### WHAT IS EXPECTED
Would you return every entry, exactly as it is written?

### RECORDS SUPPLIED
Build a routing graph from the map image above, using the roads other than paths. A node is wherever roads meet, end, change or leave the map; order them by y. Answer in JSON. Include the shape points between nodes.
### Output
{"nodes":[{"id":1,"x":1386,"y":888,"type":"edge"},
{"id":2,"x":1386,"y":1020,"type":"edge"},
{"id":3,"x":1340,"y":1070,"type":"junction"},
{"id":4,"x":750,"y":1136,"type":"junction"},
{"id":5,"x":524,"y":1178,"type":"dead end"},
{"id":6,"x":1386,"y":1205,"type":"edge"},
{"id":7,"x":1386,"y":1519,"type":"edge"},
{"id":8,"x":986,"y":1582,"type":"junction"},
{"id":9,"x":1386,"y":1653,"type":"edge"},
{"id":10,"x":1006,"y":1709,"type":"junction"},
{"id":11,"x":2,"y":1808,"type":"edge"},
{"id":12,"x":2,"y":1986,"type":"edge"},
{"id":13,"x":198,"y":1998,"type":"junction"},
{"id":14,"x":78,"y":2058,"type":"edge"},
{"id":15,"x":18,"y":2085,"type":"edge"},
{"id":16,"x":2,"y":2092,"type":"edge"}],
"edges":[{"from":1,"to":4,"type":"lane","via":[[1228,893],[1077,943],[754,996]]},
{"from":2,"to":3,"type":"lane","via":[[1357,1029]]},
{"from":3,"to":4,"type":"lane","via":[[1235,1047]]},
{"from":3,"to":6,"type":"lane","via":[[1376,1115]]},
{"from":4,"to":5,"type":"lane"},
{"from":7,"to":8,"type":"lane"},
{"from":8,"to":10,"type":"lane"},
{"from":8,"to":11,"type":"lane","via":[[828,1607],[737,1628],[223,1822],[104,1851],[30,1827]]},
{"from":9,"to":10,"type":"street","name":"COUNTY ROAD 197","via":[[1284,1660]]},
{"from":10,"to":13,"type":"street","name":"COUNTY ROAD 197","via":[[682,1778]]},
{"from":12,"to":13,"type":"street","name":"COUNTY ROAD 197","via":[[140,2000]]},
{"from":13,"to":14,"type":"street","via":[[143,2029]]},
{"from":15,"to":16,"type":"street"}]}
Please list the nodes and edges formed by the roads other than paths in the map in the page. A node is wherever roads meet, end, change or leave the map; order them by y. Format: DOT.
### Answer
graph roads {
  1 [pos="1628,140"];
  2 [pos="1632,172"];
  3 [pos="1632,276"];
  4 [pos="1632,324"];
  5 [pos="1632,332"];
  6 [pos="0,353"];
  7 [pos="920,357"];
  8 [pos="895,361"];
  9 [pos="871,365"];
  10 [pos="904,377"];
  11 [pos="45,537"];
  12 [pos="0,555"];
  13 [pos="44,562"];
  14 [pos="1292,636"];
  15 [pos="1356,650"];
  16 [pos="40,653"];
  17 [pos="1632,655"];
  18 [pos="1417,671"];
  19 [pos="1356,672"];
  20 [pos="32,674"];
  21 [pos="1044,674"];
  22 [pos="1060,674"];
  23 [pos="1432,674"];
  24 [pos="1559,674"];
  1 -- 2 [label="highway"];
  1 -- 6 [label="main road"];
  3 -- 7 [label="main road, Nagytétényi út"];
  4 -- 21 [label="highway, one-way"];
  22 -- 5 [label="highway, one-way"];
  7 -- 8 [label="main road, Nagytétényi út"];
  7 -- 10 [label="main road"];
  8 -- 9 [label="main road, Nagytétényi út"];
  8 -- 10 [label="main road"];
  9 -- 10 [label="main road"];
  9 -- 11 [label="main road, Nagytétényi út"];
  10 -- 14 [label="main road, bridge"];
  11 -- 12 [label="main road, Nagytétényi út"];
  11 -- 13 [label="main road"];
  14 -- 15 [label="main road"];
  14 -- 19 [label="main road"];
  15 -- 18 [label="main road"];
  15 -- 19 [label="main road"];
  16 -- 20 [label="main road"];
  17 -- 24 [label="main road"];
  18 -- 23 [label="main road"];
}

### OUTPUT OF THE EXERCISE
Build a routing graph from the map image above, using the roads other than paths. A node is wherever roads meet, end, change or leave the map; order them by y. Answer in JSON. Include the shape points between nodes.
### Output
{"nodes":[{"id":1,"x":1386,"y":888,"type":"edge"},
{"id":2,"x":1386,"y":1020,"type":"edge"},
{"id":3,"x":1340,"y":1070,"type":"junction"},
{"id":4,"x":750,"y":1136,"type":"junction"},
{"id":5,"x":524,"y":1178,"type":"dead end"},
{"id":6,"x":1386,"y":1205,"type":"edge"},
{"id":7,"x":1386,"y":1519,"type":"edge"},
{"id":8,"x":986,"y":1582,"type":"junction"},
{"id":9,"x":1386,"y":1653,"type":"edge"},
{"id":10,"x":1006,"y":1709,"type":"junction"},
{"id":11,"x":2,"y":1808,"type":"edge"},
{"id":12,"x":2,"y":1986,"type":"edge"},
{"id":13,"x":198,"y":1998,"type":"junction"},
{"id":14,"x":78,"y":2058,"type":"edge"},
{"id":15,"x":18,"y":2085,"type":"edge"},
{"id":16,"x":2,"y":2092,"type":"edge"}],
"edges":[{"from":1,"to":4,"type":"lane","via":[[1228,893],[1077,943],[754,996]]},
{"from":2,"to":3,"type":"lane","via":[[1357,1029]]},
{"from":3,"to":4,"type":"lane","via":[[1235,1047]]},
{"from":3,"to":6,"type":"lane","via":[[1376,1115]]},
{"from":4,"to":5,"type":"lane"},
{"from":7,"to":8,"type":"lane"},
{"from":8,"to":10,"type":"lane"},
{"from":8,"to":11,"type":"lane","via":[[828,1607],[737,1628],[223,1822],[104,1851],[30,1827]]},
{"from":9,"to":10,"type":"street","name":"COUNTY ROAD 197","via":[[1284,1660]]},
{"from":10,"to":13,"type":"street","name":"COUNTY ROAD 197","via":[[682,1778]]},
{"from":12,"to":13,"type":"street","name":"COUNTY ROAD 197","via":[[140,2000]]},
{"from":13,"to":14,"type":"street","via":[[143,2029]]},
{"from":15,"to":16,"type":"street"}]}
Please list the nodes and edges formed by the roads other than paths in the map in the page. A node is wherever roads meet, end, change or leave the map; order them by y. Format: DOT.
### Answer
graph roads {
  1 [pos="1628,140"];
  2 [pos="1632,172"];
  3 [pos="1632,276"];
  4 [pos="1632,324"];
  5 [pos="1632,332"];
  6 [pos="0,353"];
  7 [pos="920,357"];
  8 [pos="895,361"];
  9 [pos="871,365"];
  10 [pos="904,377"];
  11 [pos="45,537"];
  12 [pos="0,555"];
  13 [pos="44,562"];
  14 [pos="1292,636"];
  15 [pos="1356,650"];
  16 [pos="40,653"];
  17 [pos="1632,655"];
  18 [pos="1417,671"];
  19 [pos="1356,672"];
  20 [pos="32,674"];
  21 [pos="1044,674"];
  22 [pos="1060,674"];
  23 [pos="1432,674"];
  24 [pos="1559,674"];
  1 -- 2 [label="highway"];
  1 -- 6 [label="main road"];
  3 -- 7 [label="main road, Nagytétényi út"];
  4 -- 21 [label="highway, one-way"];
  22 -- 5 [label="highway, one-way"];
  7 -- 8 [label="main road, Nagytétényi út"];
  7 -- 10 [label="main road"];
  8 -- 9 [label="main road, Nagytétényi út"];
  8 -- 10 [label="main road"];
  9 -- 10 [label="main road"];
  9 -- 11 [label="main road, Nagytétényi út"];
  10 -- 14 [label="main road, bridge"];
  11 -- 12 [label="main road, Nagytétényi út"];
  11 -- 13 [label="main road"];
  14 -- 15 [label="main road"];
  14 -- 19 [label="main road"];
  15 -- 18 [label="main road"];
  15 -- 19 [label="main road"];
  16 -- 20 [label="main road"];
  17 -- 24 [label="main road"];
  18 -- 23 [label="main road"];
}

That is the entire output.